There are others here with more CI experience than I have (NONE) the high carbon content of CI tend to be partially self lubricating.
Tin
 
Many thanks Tin, didn't realise that about stainless steel. I was going to use if for the valves as well. ARethink needed now..............
 
Metal Mickey said:
Many thanks Tin, didn't realise that about stainless steel. I was going to use if for the valves as well. ARethink needed now..............

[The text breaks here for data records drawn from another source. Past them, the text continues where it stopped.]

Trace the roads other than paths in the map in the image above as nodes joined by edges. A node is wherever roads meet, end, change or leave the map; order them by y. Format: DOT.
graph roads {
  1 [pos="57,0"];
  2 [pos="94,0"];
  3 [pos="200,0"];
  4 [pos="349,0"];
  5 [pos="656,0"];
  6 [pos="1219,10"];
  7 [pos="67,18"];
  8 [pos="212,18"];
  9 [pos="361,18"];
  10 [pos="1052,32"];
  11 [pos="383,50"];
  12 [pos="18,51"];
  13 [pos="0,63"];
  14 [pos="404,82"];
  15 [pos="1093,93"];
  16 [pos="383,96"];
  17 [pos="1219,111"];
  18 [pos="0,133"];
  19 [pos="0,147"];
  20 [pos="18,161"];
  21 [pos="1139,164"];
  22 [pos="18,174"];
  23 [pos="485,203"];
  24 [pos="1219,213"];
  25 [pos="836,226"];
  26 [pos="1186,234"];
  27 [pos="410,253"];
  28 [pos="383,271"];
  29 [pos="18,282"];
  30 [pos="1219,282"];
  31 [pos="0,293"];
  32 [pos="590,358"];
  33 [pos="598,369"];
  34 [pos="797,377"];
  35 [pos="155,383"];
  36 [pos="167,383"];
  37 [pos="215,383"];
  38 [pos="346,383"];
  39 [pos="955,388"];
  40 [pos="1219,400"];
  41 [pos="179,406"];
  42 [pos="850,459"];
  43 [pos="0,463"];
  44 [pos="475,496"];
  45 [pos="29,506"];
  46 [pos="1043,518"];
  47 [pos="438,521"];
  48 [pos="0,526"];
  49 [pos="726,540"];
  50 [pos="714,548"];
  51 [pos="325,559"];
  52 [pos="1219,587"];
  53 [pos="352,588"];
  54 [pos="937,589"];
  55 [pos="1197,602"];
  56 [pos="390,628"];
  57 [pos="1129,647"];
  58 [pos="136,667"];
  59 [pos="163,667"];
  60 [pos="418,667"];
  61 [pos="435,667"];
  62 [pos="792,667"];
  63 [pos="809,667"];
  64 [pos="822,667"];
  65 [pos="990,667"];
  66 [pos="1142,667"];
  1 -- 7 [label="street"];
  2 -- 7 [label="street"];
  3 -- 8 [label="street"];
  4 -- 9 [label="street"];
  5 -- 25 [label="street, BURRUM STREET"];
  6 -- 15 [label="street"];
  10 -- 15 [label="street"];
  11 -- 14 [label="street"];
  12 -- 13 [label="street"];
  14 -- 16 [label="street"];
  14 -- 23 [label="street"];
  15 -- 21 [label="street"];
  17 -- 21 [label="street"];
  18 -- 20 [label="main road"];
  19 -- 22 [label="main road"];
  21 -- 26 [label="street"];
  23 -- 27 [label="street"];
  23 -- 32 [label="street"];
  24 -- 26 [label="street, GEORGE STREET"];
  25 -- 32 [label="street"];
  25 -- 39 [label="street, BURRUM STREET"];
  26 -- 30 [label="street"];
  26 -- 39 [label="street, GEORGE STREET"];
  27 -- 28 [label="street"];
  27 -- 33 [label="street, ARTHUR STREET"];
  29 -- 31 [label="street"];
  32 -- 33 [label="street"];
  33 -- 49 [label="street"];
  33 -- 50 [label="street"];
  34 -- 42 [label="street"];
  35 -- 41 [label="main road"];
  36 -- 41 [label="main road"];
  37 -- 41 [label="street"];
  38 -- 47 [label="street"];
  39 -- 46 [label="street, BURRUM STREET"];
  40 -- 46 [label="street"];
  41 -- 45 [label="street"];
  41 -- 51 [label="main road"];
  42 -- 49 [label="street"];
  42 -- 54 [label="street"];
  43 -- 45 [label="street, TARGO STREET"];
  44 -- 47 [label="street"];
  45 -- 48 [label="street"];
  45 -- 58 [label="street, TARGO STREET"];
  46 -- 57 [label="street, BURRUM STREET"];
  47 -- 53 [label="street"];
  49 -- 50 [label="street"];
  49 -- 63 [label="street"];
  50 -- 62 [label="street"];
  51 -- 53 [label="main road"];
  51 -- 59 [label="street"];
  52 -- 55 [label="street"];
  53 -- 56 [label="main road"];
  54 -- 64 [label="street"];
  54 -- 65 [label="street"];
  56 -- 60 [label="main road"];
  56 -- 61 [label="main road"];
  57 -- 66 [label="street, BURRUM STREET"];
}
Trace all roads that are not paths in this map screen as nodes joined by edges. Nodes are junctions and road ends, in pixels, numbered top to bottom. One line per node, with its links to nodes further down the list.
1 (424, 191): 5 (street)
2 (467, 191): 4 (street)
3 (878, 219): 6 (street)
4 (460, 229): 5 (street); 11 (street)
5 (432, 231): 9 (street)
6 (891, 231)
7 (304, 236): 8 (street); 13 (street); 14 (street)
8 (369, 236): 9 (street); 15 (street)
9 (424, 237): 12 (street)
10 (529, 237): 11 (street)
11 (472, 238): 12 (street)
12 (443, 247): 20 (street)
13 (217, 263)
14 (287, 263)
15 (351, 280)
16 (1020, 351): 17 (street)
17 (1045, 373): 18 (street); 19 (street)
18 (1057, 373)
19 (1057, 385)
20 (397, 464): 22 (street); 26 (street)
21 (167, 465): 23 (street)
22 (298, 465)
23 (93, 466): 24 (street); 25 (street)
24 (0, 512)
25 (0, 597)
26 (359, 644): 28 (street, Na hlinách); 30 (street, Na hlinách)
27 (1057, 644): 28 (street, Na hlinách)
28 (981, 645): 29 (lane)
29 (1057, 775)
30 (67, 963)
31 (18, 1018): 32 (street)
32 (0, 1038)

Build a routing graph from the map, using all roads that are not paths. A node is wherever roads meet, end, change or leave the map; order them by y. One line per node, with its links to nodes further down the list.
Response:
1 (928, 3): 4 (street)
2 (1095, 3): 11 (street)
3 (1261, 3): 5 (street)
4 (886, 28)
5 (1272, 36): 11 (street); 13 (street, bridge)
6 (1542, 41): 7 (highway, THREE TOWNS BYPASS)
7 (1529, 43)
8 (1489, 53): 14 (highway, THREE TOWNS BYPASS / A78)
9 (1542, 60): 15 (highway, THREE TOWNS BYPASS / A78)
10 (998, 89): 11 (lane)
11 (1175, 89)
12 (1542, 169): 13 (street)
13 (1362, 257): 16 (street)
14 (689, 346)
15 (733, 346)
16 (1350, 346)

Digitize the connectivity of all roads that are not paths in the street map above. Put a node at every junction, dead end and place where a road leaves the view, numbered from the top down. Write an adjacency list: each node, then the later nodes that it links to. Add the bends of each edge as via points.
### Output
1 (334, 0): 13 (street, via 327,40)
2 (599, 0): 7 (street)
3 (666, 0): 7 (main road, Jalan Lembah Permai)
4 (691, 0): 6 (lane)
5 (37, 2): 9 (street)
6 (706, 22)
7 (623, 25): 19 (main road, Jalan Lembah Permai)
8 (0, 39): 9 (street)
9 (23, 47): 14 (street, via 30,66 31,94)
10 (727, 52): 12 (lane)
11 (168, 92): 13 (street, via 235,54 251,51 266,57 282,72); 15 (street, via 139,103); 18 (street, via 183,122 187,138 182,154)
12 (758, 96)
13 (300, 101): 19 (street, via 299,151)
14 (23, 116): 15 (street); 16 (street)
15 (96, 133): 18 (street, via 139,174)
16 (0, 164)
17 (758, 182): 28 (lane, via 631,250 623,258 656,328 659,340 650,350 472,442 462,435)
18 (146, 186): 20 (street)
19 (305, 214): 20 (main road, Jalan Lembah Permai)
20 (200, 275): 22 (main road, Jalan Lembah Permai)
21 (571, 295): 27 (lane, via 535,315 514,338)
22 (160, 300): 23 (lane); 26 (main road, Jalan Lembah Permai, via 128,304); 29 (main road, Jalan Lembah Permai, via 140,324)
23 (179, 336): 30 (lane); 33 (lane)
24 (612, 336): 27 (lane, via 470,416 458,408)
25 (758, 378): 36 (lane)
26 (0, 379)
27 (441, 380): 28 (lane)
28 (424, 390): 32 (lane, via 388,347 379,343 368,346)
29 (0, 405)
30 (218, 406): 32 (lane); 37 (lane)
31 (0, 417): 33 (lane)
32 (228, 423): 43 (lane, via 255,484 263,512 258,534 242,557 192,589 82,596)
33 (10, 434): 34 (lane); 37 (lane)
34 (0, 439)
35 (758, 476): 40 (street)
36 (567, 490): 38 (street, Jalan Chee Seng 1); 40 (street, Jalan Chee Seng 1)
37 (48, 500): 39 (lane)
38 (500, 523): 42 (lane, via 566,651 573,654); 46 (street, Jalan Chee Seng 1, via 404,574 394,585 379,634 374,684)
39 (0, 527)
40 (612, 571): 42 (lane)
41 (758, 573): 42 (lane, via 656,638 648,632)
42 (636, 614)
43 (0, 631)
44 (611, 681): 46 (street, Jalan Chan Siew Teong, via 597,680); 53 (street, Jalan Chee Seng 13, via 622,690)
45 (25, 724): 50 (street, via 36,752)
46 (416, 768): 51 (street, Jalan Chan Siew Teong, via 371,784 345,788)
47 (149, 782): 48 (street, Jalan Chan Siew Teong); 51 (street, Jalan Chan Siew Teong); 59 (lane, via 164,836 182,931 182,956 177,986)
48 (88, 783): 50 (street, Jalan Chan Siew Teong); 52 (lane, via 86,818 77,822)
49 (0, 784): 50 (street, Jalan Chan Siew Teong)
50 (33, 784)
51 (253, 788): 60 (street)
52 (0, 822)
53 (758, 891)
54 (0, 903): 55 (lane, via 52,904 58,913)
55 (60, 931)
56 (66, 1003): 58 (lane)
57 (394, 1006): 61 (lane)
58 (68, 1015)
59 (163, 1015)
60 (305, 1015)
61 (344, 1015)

I think stainless is ok for valves. The spec for my glowplug Vega is for stainless valves and I dont think a sparky would be any different.

Mo.

 
Is there an easy way to calculate the clearance on an aluminum piston in a CI cylinder to compensate for the difference in expansion with heat?
 
The accepted automotive standard is 1.5 thou per inch of bore diameter. Im not sure if this is applicable in micro engines.

Rob

p.s. I think I should clarify that last point. The std is for CI cylinder and ali piston BUT it takes into consideration controlled piston expansion by using steel gudgeon inserts cast into the piston and/or cam grinding of the skirt (they arent round when cold but become round when hot).
 
Metal Mickey said:
A second question relates to some bar stock I have and whether it is phosphor bronze or no? It is very red and certainly not just copper. I have received different colours in the past and always mark on the bar what it was supposed to be but this long length isn't marked (don't know how that happened......must have been the wife!)
All contributions welcome!

MM

I think you are right about the reddish metal being phosphor bronze. I have some that I thought would be good for some bearing bushings. It was the very devil to machine. Very slow speed - I soon learned that bit - and very sharp tools seem to be the way to go.

Dave
The Eemerald Isle
 
Tin Falcon said:
MM:
IIRC stanless is pretty much a no no for any application with a sliding fit. Stainless tends to gall.


There may be some truth to the above but that has not stopped the manufacture of many self-loading (semi-automatic) pistols with stainless steel slides and frames.

Jim
 
Many thanks so far. I have ordered some more cast iron just in case........Thanks Jim and Dave
 
On the subject of 'galling'. We have a pressure testing set we make for trouble-shooting jet engines, which uses more 304 stainless SAE 37 deg flair fittings than you've ever seen in one place before. Having inspected way too many of these things, I can authoritatively state; surface finish can predict whether a fittings threads will gall on the first fitting. Any sign what-so-ever, of any surface imperfections in the fittings int. and ext. threaded parts, and the fitting will gall badly the first time it is loosened and then retightened. A perfect surface finish and the parts will not gall until after the second tightening down.

Whether that will hold true outside of a fifty foot radius around my body remains to be seen. ;D
 
Have you thought about using 4130 (chromoly) as a cylinder liner? I've never used it myself but have seen it at model enginerering shows in kits and running engines.